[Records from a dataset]
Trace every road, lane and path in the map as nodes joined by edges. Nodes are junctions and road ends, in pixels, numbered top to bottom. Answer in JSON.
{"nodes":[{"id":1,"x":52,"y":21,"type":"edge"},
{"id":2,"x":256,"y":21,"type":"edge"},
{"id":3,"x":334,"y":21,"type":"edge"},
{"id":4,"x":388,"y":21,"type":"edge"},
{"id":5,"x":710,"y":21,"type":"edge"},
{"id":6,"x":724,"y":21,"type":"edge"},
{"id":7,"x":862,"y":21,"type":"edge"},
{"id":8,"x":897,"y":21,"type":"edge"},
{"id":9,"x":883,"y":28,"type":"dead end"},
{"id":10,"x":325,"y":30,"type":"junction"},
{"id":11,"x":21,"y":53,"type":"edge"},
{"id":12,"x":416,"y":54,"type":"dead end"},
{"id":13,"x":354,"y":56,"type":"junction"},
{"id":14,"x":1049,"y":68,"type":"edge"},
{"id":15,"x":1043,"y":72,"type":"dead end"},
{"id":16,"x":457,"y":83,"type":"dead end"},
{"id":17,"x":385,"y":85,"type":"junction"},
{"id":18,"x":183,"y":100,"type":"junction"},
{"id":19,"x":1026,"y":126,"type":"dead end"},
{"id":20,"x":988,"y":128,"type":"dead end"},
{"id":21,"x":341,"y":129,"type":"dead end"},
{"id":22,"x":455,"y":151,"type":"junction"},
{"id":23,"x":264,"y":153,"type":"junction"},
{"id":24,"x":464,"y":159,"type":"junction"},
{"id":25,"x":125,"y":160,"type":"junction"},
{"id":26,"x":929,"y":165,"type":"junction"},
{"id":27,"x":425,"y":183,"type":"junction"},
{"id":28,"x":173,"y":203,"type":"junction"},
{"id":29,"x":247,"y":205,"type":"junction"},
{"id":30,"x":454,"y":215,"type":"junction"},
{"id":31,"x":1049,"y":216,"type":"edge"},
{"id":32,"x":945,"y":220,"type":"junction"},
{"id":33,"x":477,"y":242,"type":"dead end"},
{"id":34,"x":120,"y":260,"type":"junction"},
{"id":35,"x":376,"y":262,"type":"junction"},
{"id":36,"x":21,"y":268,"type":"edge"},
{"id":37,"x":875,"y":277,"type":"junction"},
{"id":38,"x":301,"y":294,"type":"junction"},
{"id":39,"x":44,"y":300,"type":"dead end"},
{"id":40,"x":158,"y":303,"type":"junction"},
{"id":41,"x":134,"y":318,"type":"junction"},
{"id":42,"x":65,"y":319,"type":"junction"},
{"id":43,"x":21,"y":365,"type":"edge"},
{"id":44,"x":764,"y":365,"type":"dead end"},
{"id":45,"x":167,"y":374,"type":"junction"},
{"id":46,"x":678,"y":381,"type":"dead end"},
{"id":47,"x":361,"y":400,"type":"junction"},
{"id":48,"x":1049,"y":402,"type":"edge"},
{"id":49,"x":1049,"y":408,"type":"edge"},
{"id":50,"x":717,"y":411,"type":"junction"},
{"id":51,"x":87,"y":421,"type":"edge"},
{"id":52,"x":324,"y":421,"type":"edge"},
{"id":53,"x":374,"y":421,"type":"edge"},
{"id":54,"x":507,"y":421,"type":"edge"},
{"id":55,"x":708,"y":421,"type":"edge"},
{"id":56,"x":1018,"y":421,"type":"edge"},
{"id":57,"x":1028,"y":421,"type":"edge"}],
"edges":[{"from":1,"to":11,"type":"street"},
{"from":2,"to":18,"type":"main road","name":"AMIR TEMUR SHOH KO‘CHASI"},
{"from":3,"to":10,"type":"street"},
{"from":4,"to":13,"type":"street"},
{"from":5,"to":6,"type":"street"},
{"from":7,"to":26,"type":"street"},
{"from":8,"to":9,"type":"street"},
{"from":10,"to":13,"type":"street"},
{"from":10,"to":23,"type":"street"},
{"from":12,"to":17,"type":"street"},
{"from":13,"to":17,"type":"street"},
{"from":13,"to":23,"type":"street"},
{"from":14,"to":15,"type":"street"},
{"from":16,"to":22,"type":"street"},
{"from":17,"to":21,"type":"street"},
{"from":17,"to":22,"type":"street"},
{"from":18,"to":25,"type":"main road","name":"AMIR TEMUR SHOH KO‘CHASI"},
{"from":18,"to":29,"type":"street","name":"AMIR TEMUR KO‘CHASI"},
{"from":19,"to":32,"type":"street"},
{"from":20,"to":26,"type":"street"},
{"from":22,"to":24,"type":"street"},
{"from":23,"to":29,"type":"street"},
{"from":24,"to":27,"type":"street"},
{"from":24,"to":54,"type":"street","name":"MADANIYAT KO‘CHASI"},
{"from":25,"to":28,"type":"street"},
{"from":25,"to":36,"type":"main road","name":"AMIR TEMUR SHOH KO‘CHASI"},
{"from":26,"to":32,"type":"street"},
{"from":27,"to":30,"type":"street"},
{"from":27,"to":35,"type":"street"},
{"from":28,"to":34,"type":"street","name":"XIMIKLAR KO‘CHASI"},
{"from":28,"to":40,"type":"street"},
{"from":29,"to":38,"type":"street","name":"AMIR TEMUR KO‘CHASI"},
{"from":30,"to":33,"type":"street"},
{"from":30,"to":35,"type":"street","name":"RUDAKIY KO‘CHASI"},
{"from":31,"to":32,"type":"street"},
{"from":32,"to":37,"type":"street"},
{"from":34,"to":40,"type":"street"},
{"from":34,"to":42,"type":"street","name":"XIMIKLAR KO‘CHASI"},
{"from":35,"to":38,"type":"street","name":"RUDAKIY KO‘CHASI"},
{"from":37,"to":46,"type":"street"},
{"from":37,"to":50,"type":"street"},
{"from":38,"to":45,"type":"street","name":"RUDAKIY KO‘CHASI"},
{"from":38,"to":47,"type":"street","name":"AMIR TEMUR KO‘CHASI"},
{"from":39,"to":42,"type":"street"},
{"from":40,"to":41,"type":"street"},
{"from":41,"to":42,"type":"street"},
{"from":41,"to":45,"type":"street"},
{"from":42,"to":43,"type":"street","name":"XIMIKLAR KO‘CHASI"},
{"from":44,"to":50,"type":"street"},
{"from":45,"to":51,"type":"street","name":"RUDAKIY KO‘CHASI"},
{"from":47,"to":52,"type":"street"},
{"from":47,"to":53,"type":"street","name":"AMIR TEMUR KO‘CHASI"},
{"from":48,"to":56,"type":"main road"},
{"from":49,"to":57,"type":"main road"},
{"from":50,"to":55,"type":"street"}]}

AIM OF THE TASK | Please reproduce the data as it was given, with every line exact.

TASK RESULT |
Trace every road, lane and path in the map as nodes joined by edges. Nodes are junctions and road ends, in pixels, numbered top to bottom. Answer in JSON.
{"nodes":[{"id":1,"x":52,"y":21,"type":"edge"},
{"id":2,"x":256,"y":21,"type":"edge"},
{"id":3,"x":334,"y":21,"type":"edge"},
{"id":4,"x":388,"y":21,"type":"edge"},
{"id":5,"x":710,"y":21,"type":"edge"},
{"id":6,"x":724,"y":21,"type":"edge"},
{"id":7,"x":862,"y":21,"type":"edge"},
{"id":8,"x":897,"y":21,"type":"edge"},
{"id":9,"x":883,"y":28,"type":"dead end"},
{"id":10,"x":325,"y":30,"type":"junction"},
{"id":11,"x":21,"y":53,"type":"edge"},
{"id":12,"x":416,"y":54,"type":"dead end"},
{"id":13,"x":354,"y":56,"type":"junction"},
{"id":14,"x":1049,"y":68,"type":"edge"},
{"id":15,"x":1043,"y":72,"type":"dead end"},
{"id":16,"x":457,"y":83,"type":"dead end"},
{"id":17,"x":385,"y":85,"type":"junction"},
{"id":18,"x":183,"y":100,"type":"junction"},
{"id":19,"x":1026,"y":126,"type":"dead end"},
{"id":20,"x":988,"y":128,"type":"dead end"},
{"id":21,"x":341,"y":129,"type":"dead end"},
{"id":22,"x":455,"y":151,"type":"junction"},
{"id":23,"x":264,"y":153,"type":"junction"},
{"id":24,"x":464,"y":159,"type":"junction"},
{"id":25,"x":125,"y":160,"type":"junction"},
{"id":26,"x":929,"y":165,"type":"junction"},
{"id":27,"x":425,"y":183,"type":"junction"},
{"id":28,"x":173,"y":203,"type":"junction"},
{"id":29,"x":247,"y":205,"type":"junction"},
{"id":30,"x":454,"y":215,"type":"junction"},
{"id":31,"x":1049,"y":216,"type":"edge"},
{"id":32,"x":945,"y":220,"type":"junction"},
{"id":33,"x":477,"y":242,"type":"dead end"},
{"id":34,"x":120,"y":260,"type":"junction"},
{"id":35,"x":376,"y":262,"type":"junction"},
{"id":36,"x":21,"y":268,"type":"edge"},
{"id":37,"x":875,"y":277,"type":"junction"},
{"id":38,"x":301,"y":294,"type":"junction"},
{"id":39,"x":44,"y":300,"type":"dead end"},
{"id":40,"x":158,"y":303,"type":"junction"},
{"id":41,"x":134,"y":318,"type":"junction"},
{"id":42,"x":65,"y":319,"type":"junction"},
{"id":43,"x":21,"y":365,"type":"edge"},
{"id":44,"x":764,"y":365,"type":"dead end"},
{"id":45,"x":167,"y":374,"type":"junction"},
{"id":46,"x":678,"y":381,"type":"dead end"},
{"id":47,"x":361,"y":400,"type":"junction"},
{"id":48,"x":1049,"y":402,"type":"edge"},
{"id":49,"x":1049,"y":408,"type":"edge"},
{"id":50,"x":717,"y":411,"type":"junction"},
{"id":51,"x":87,"y":421,"type":"edge"},
{"id":52,"x":324,"y":421,"type":"edge"},
{"id":53,"x":374,"y":421,"type":"edge"},
{"id":54,"x":507,"y":421,"type":"edge"},
{"id":55,"x":708,"y":421,"type":"edge"},
{"id":56,"x":1018,"y":421,"type":"edge"},
{"id":57,"x":1028,"y":421,"type":"edge"}],
"edges":[{"from":1,"to":11,"type":"street"},
{"from":2,"to":18,"type":"main road","name":"AMIR TEMUR SHOH KO‘CHASI"},
{"from":3,"to":10,"type":"street"},
{"from":4,"to":13,"type":"street"},
{"from":5,"to":6,"type":"street"},
{"from":7,"to":26,"type":"street"},
{"from":8,"to":9,"type":"street"},
{"from":10,"to":13,"type":"street"},
{"from":10,"to":23,"type":"street"},
{"from":12,"to":17,"type":"street"},
{"from":13,"to":17,"type":"street"},
{"from":13,"to":23,"type":"street"},
{"from":14,"to":15,"type":"street"},
{"from":16,"to":22,"type":"street"},
{"from":17,"to":21,"type":"street"},
{"from":17,"to":22,"type":"street"},
{"from":18,"to":25,"type":"main road","name":"AMIR TEMUR SHOH KO‘CHASI"},
{"from":18,"to":29,"type":"street","name":"AMIR TEMUR KO‘CHASI"},
{"from":19,"to":32,"type":"street"},
{"from":20,"to":26,"type":"street"},
{"from":22,"to":24,"type":"street"},
{"from":23,"to":29,"type":"street"},
{"from":24,"to":27,"type":"street"},
{"from":24,"to":54,"type":"street","name":"MADANIYAT KO‘CHASI"},
{"from":25,"to":28,"type":"street"},
{"from":25,"to":36,"type":"main road","name":"AMIR TEMUR SHOH KO‘CHASI"},
{"from":26,"to":32,"type":"street"},
{"from":27,"to":30,"type":"street"},
{"from":27,"to":35,"type":"street"},
{"from":28,"to":34,"type":"street","name":"XIMIKLAR KO‘CHASI"},
{"from":28,"to":40,"type":"street"},
{"from":29,"to":38,"type":"street","name":"AMIR TEMUR KO‘CHASI"},
{"from":30,"to":33,"type":"street"},
{"from":30,"to":35,"type":"street","name":"RUDAKIY KO‘CHASI"},
{"from":31,"to":32,"type":"street"},
{"from":32,"to":37,"type":"street"},
{"from":34,"to":40,"type":"street"},
{"from":34,"to":42,"type":"street","name":"XIMIKLAR KO‘CHASI"},
{"from":35,"to":38,"type":"street","name":"RUDAKIY KO‘CHASI"},
{"from":37,"to":46,"type":"street"},
{"from":37,"to":50,"type":"street"},
{"from":38,"to":45,"type":"street","name":"RUDAKIY KO‘CHASI"},
{"from":38,"to":47,"type":"street","name":"AMIR TEMUR KO‘CHASI"},
{"from":39,"to":42,"type":"street"},
{"from":40,"to":41,"type":"street"},
{"from":41,"to":42,"type":"street"},
{"from":41,"to":45,"type":"street"},
{"from":42,"to":43,"type":"street","name":"XIMIKLAR KO‘CHASI"},
{"from":44,"to":50,"type":"street"},
{"from":45,"to":51,"type":"street","name":"RUDAKIY KO‘CHASI"},
{"from":47,"to":52,"type":"street"},
{"from":47,"to":53,"type":"street","name":"AMIR TEMUR KO‘CHASI"},
{"from":48,"to":56,"type":"main road"},
{"from":49,"to":57,"type":"main road"},
{"from":50,"to":55,"type":"street"}]}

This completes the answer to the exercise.